Next Stop, Please

By Barry Hill


Although I prefer to walk to town, I have occasion to get on what has been called by some ‘the peasant wagon’ – to catch a bus. Some of you might think that this is a straight forward task, and others might think that it’s an almost impossible one. Well, it’s somewhere in between but no less frustrating on times for that matter.


In the majority of cases there is no fault aimed at the driver, other than a bit of apathy perhaps. The biggest barrier for me to catch a bus is visual.


I catch the bus from town to home or to my parents. I know the stops these buses go from, but that doesn’t help me much. You see, the bus stops that these buses go from also have buses to other locations. To help you sighted people, there are digital displays telling how long to the bus you want. Then, as the bus comes along the road, you can see the number of the bus. Finally, when the bus is at the stop, there is the number of the bus on the side near the door. It’s all there as proud and helpful as a St John’s volunteer at a fete for volunteer ambulance people. Actually, not so loud really. In fact, it’s as loud as a St John’s volunteer mime artist (They’re much less common and rarely promoted).

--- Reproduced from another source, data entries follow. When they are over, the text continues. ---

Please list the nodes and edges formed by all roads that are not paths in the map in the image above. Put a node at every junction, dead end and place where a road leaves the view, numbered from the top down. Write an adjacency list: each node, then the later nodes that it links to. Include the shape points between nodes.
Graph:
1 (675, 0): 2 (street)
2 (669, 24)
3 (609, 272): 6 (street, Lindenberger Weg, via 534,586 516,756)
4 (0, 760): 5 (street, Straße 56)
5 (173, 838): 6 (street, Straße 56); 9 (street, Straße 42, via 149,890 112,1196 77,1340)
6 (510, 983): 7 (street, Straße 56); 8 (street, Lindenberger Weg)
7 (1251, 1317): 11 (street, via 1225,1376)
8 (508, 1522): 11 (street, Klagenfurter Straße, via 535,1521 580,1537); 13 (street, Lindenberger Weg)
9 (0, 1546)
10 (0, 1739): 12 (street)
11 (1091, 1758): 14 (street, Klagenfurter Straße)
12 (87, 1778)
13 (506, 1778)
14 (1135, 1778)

I have two options. Option one is to rely on the kind members of public that may be waiting at the bus stop too. So far, none of them have had the imaginative malice to tell me the wrong number. I’d probably be quite annoyed at the time if someone did, but I’d be amused later. Option two is to wait until a bus pulls up and ask the driver.


There is always option three, I suppose, and that is to get on any bus and just see where it takes me. New horizons and new oportunities, or I could just get lost and have to ring someone to come and pick me up. I’m tempted.


Some people might be affronted that, when I stand at a bus stop, I always stand at the front regardless of how many people are in the queue. It is partly because of option two that I do this. The other reason is for practicality. I have a free bus pass, so I’ll not be holding up the queue for longer than it takes me to step onto the bus. There is also a slightly selfish reason. I like to get a seat near the front, preferably the one reserved for disabled or elderly people. You know the one. That’s the one that young mothers have their kids sat in. This is where the driver’s apathy is at fault. Ok, I might be a fairly fit and youngish man, but I am, essentially, disabled. I’m disabled by the environment of the bus. A sighted person can quickly glance down the bus and find an empty seat. I have to grope for one and, in doing so, tend to grope peoples legs if the front seat, the one reserved for disabled people, is taken. So far, I’ve not managed to grope the leg of a film star leading lady or rich philanthropist. It’s embarrassing for both parties, so I get on first.


I can’t really blame the bus companies for this, can I? Well, actually, I can. In London, other major cities and, oddly, one route between Leeds and Wakefield, they have talking buses. They’re not some bus version of Thomas the Tank Engine or Starlight Express; the buses have a speaker system linked up to satellite so that the bus knows where it is and announces what and where it is in a clear voice. Obviously, it doesn’t need to say that it’s the number 36 on the inside speakers and, likewise, it doesn’t need to say where it is on the outside speaker. Why not have these systems on all buses? Well, that’s the rhetorical question I scream every time a bus pulls up at my stop. Obviously, I scream it in my head, not out loud. Screaming obscenities at buses is not conducive to getting public help. The reason, as always, is down to the expense.


Another problem I have catching a bus cannot be solved by these talking bus systems, and that’s double parking. If a bus I don’t want is waiting at a bus stop, letting passengers on, and the bus I do want comes, it will usually park either behind or next to the one at the stop, depending on convenience. When this happens I rely on my Spidy sense to start tingling, or is it a message from my ghost guide, Geronimo, I can’t remember. Ok, in reality, the only way I will know if my bus is double parked is if a member of the public tells me or if it has gone way past the time the bus was due. That’s right, I know it’s been and gone way after I’ve missed it.


Where the talking bus would really come into its own is, like the train announcements, to let me know what stop I am at so I know where to get off. Still, even on the buses that have these announcements, they don’t work because the drivers turn them down. Why do they turn them down? It’s because they annoy the passengers. Yup, no kidding. Drivers turn them off because it irritates the passengers. They’d be a little more than irritated if they were to walk, or ride, a mile in my shoes. I’ve not been on one of these talking buses, but I’ve been on plenty of trains with stop announcements and the only complaint I hear about them is that it’s too damned quiet.


Until we have a reliable system to announce the stops, I have to rely on the memory of the driver to tell me when I’m at my stop, or on Geronimo to do so.